→ **WHAT THE TASK REQUIRES**:
Write out the data that follows exactly, keeping every picture out.
--
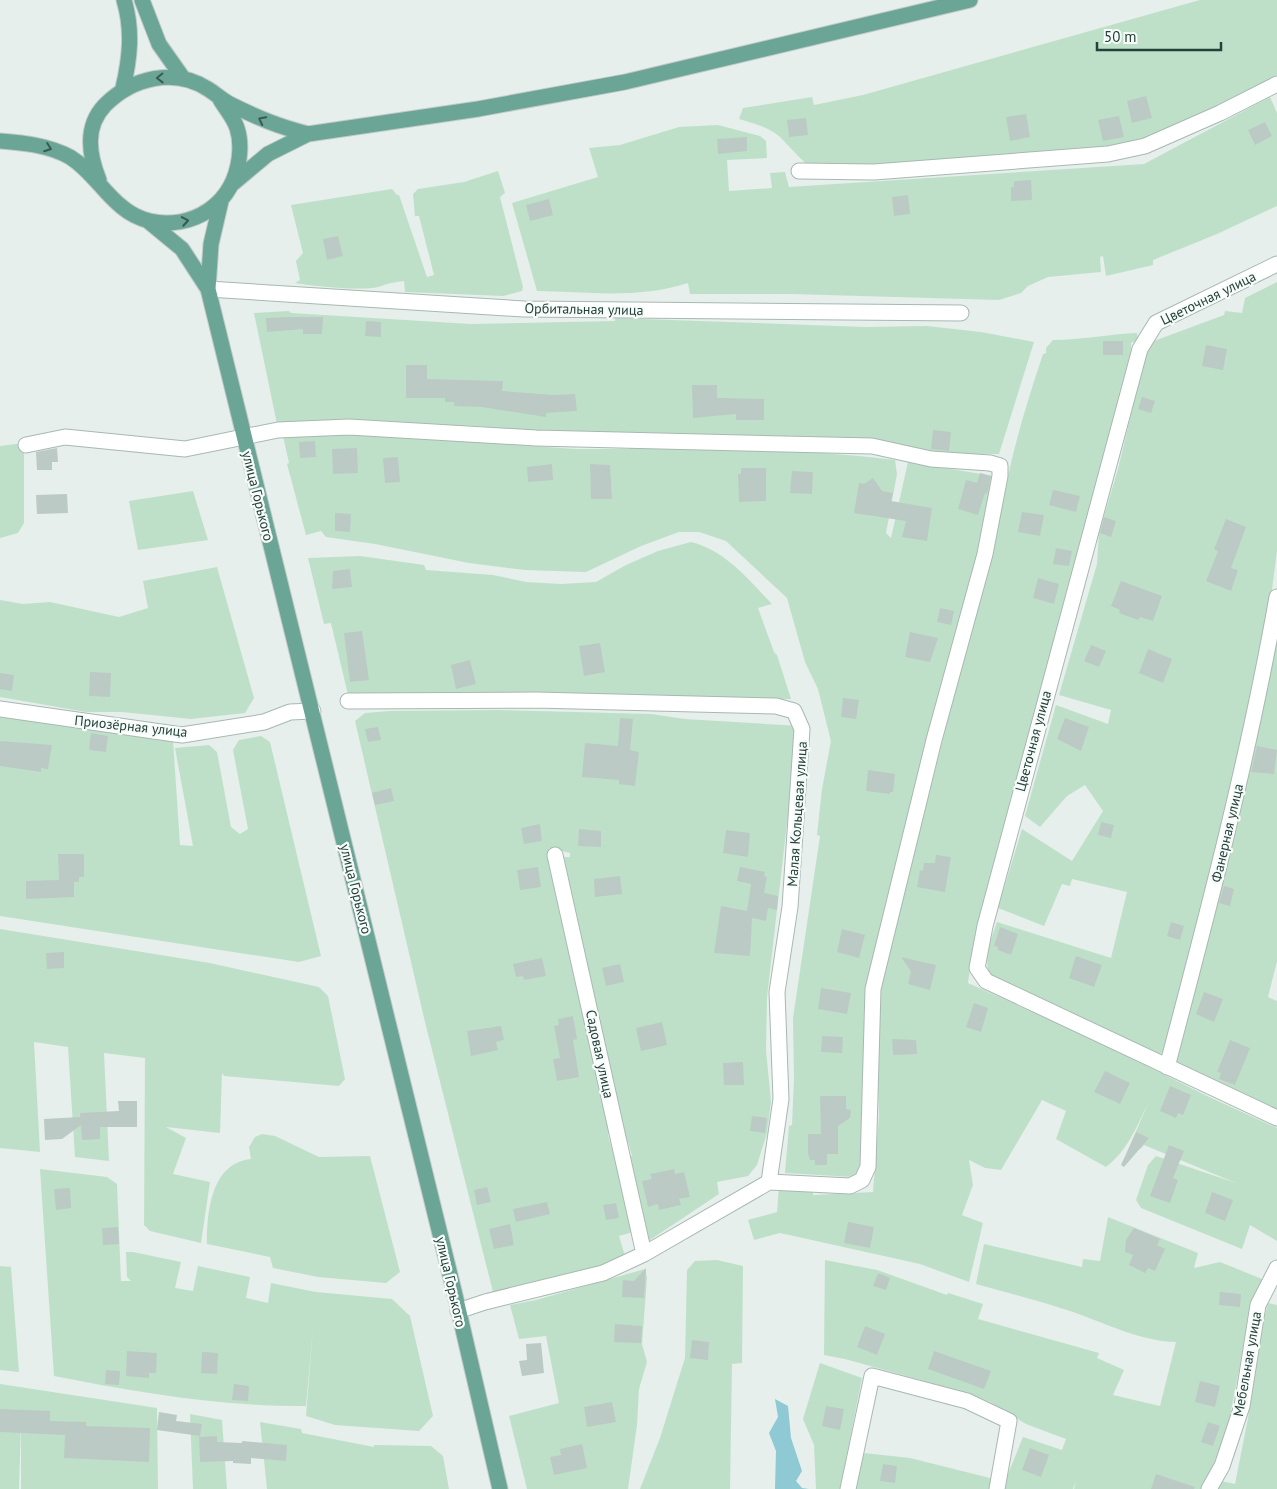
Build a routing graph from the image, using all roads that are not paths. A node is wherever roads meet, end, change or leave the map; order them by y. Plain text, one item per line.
1 (124, 0) edge
2 (142, 0) edge
3 (970, 0) edge
4 (183, 78) junction
5 (1277, 84) edge
6 (123, 88) junction
7 (220, 99) junction
8 (308, 134) junction
9 (0, 140) edge
10 (799, 171) dead end
11 (99, 181) junction
12 (231, 185) junction
13 (221, 201) junction
14 (148, 221) junction
15 (1277, 264) edge
16 (208, 289) junction
17 (961, 313) dead end
18 (244, 438) junction
19 (26, 445) dead end
20 (1277, 597) edge
21 (348, 701) dead end
22 (0, 709) edge
23 (313, 711) junction
24 (555, 855) dead end
25 (1166, 1067) junction
26 (1277, 1118) edge
27 (768, 1182) junction
28 (644, 1254) junction
29 (1277, 1268) edge
30 (458, 1311) junction
31 (500, 1489) edge
32 (848, 1489) edge
33 (997, 1489) edge
34 (1209, 1489) edge

1 - 6 main road
2 - 4 main road
3 - 8 main road
4 -> 6 main road
4 - 7 main road
5 - 10 street
6 - 11 main road
8 -> 7 main road
7 - 12 main road
8 - 12 main road
9 -> 11 main road
11 - 14 main road
12 - 13 main road
14 -> 13 main road
13 - 16 main road
14 - 16 main road
15 - 25 street, Цветочная улица
16 - 17 street, Орбитальная улица
16 - 18 main road, улица Горького
18 - 19 street
18 - 23 main road, улица Горького
18 - 27 street
20 - 25 street, Фанерная улица
21 - 27 street, Малая Кольцевая улица
22 - 23 street, Приозёрная улица
23 - 30 main road, улица Горького
24 - 28 street, Садовая улица
25 - 26 street, Цветочная улица
27 - 28 street
28 - 30 street
29 - 34 street, Мебельная улица
30 - 31 main road, улица Горького
32 - 33 street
--
→ **SOLUTION FOR THIS TASK**:
Build a routing graph from the image, using all roads that are not paths. A node is wherever roads meet, end, change or leave the map; order them by y. Plain text, one item per line.
1 (124, 0) edge
2 (142, 0) edge
3 (970, 0) edge
4 (183, 78) junction
5 (1277, 84) edge
6 (123, 88) junction
7 (220, 99) junction
8 (308, 134) junction
9 (0, 140) edge
10 (799, 171) dead end
11 (99, 181) junction
12 (231, 185) junction
13 (221, 201) junction
14 (148, 221) junction
15 (1277, 264) edge
16 (208, 289) junction
17 (961, 313) dead end
18 (244, 438) junction
19 (26, 445) dead end
20 (1277, 597) edge
21 (348, 701) dead end
22 (0, 709) edge
23 (313, 711) junction
24 (555, 855) dead end
25 (1166, 1067) junction
26 (1277, 1118) edge
27 (768, 1182) junction
28 (644, 1254) junction
29 (1277, 1268) edge
30 (458, 1311) junction
31 (500, 1489) edge
32 (848, 1489) edge
33 (997, 1489) edge
34 (1209, 1489) edge

1 - 6 main road
2 - 4 main road
3 - 8 main road
4 -> 6 main road
4 - 7 main road
5 - 10 street
6 - 11 main road
8 -> 7 main road
7 - 12 main road
8 - 12 main road
9 -> 11 main road
11 - 14 main road
12 - 13 main road
14 -> 13 main road
13 - 16 main road
14 - 16 main road
15 - 25 street, Цветочная улица
16 - 17 street, Орбитальная улица
16 - 18 main road, улица Горького
18 - 19 street
18 - 23 main road, улица Горького
18 - 27 street
20 - 25 street, Фанерная улица
21 - 27 street, Малая Кольцевая улица
22 - 23 street, Приозёрная улица
23 - 30 main road, улица Горького
24 - 28 street, Садовая улица
25 - 26 street, Цветочная улица
27 - 28 street
28 - 30 street
29 - 34 street, Мебельная улица
30 - 31 main road, улица Горького
32 - 33 street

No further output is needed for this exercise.